Originally the canal was planned in three sections: the eastern from Georgetown on the Potomac to Cumberland; the middle crossing the Continental Divide; and the western that would end at Pittsburgh. Engineers estimated the total cost at more than $22 million, which investors thought was ludicrously high. The eastern section looked reasonable because, although it would be a long canal of 186 miles, it only needed seventy-four locks. The greatest difficulties were in the middle section, where the total ascent and descent totalled 1,961ft and involved building 246 locks in just 70 miles. The western section was less problematical, with 78 locks in 85 miles, but without the problematic middle section it had no value. It was decided to start on the eastern section to see how things went, and a new estimate came in at more than $5 million for the eastern part, which seemed much more manageable. It proved, like so many other canal contracts around the world, very optimistic.
Work began on the canal that was to link the Potomac to the Ohio, with suitable celebrations and euphoria, on an obvious date for patriotic Americans – 4 July 1828. The enthusiasm was misplaced: it took the next twenty-two years to complete. The company constantly ran out of money and got deeply into debt, largely because of the exorbitant prices land owners along the route demanded to allow the canal across their holdings. There was also no shortage of engineering problems. Much had been made in the original reports of the need for lock construction, but not much emphasis was placed on building eleven aqueducts along the route. They were mostly conventional structures, the longest (the Monocacy) being 516ft long. The Seneca aqueduct, however, was unusual in that it was also a lock. Apart from the aqueducts there was also the 3,118ft long Paw Paw tunnel. But the greatest challenge was not on the canal itself.
Alexandria, on the western bank of the Potomac, had contributed $250,000, hoping to make a direct connection to the proposed canal. This would have involved an aqueduct across the river, which was deemed too expensive. By 1830, however, attitudes had changed and the Alexandria aqueduct was authorised. It was remarkable. It had eight spans supported by massive stone piers set on the bedrock, with their tops 30ft above the high water mark. During the spring thaws, massive ice floes would sweep down the river, so to protect the piers granite ice breakers, like the more familiar cutwaters on bridges, were built out from the piers. Unlike conventional aqueducts, the superstructure was built out of stout timbers, with a wooden trough and a narrow carriageway alongside it. This is why the Alexandria is usually referred to as an aqueduct bridge. Built to serve the southern state of Virginia, it was used against the south in the Civil War, when the trough was drained and used as a bridge for Union troops.
The canal finally reached Cumberland in 1850 and in spite of the delays and financial problems, it was an undoubted success, with income from tolls reaching a million dollars in bumper years. It was never, however, extended westwards: by 1850 the world of transport was changing.

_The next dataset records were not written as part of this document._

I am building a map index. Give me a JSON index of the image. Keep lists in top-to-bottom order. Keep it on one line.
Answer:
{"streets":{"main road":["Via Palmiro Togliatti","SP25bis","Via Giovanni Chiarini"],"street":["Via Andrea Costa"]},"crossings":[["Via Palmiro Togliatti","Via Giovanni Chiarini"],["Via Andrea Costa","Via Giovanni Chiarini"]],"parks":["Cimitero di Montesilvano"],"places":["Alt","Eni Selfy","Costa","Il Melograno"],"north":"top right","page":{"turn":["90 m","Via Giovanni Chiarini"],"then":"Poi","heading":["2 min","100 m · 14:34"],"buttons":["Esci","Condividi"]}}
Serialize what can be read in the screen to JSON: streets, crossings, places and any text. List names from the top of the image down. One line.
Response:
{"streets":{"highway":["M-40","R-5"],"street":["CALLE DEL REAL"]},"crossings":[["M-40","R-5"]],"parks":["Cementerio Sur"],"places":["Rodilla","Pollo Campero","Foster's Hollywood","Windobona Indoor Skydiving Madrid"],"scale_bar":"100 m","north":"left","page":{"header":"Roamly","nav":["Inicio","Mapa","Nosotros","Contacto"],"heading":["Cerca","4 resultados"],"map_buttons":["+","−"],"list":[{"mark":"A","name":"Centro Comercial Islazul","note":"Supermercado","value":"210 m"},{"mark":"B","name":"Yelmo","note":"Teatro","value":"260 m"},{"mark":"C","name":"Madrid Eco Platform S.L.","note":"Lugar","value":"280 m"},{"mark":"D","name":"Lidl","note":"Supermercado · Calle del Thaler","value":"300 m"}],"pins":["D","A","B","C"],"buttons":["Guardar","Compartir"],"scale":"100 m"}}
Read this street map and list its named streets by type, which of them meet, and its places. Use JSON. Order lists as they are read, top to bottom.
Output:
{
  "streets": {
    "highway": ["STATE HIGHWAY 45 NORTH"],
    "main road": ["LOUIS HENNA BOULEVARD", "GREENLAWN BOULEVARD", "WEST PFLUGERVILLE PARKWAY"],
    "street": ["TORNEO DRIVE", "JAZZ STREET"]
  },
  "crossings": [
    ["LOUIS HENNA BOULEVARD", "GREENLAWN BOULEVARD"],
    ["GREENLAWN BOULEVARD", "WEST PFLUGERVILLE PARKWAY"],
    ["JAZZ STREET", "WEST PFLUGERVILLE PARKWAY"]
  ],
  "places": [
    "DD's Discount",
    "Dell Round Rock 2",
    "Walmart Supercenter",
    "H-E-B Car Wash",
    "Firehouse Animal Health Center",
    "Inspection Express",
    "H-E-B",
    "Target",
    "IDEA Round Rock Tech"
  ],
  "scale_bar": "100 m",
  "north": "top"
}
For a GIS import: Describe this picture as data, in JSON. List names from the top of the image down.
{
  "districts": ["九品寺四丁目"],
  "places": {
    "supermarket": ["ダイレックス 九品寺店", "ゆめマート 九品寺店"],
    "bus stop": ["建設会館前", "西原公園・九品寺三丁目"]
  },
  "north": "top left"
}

Among the many small canals built during the first great period of canal construction, one major undertaking stood out both because of its size and its importance in opening up the country. The Erie Canal, originally known as the New York Canal, was designed to join Albany on the Hudson River to Lake Erie. From Albany, barges could continue on the Hudson to New York. Like the Chesapeake and Ohio, there was a long time during which schemes were put forward without anything happening. This is hardly surprising. It was hugely ambitious and being promoted in a comparatively thinly populated country with little expertise in civil engineering. The idea was proposed in the New York State Legislature in 1808, which led to the formation of the New York Canal Commissioners (NYCC). They hoped to get funds from the United States Congress, but were unsuccessful. They still went ahead with surveys, athough there was an interruption to the work when war broke out with Britain, which of course included the British colony of Canada, and the US, and only resumed in 1814 when the peace treaty was signed.
The reports of the NYCC indicate the difficulties encountered by the surveyors in what was to a large extent virgin territory:
‘ In exploring the route of the canal, in a country but partially cleared, it was impossible for the engineer, in first running over it, to determine in many places, where the canal line would pass. After advancing some distance in a doubtful course, difficulties would be met which made it expedient to go back upon the line to some point, whence a more eligible course might be pursued.’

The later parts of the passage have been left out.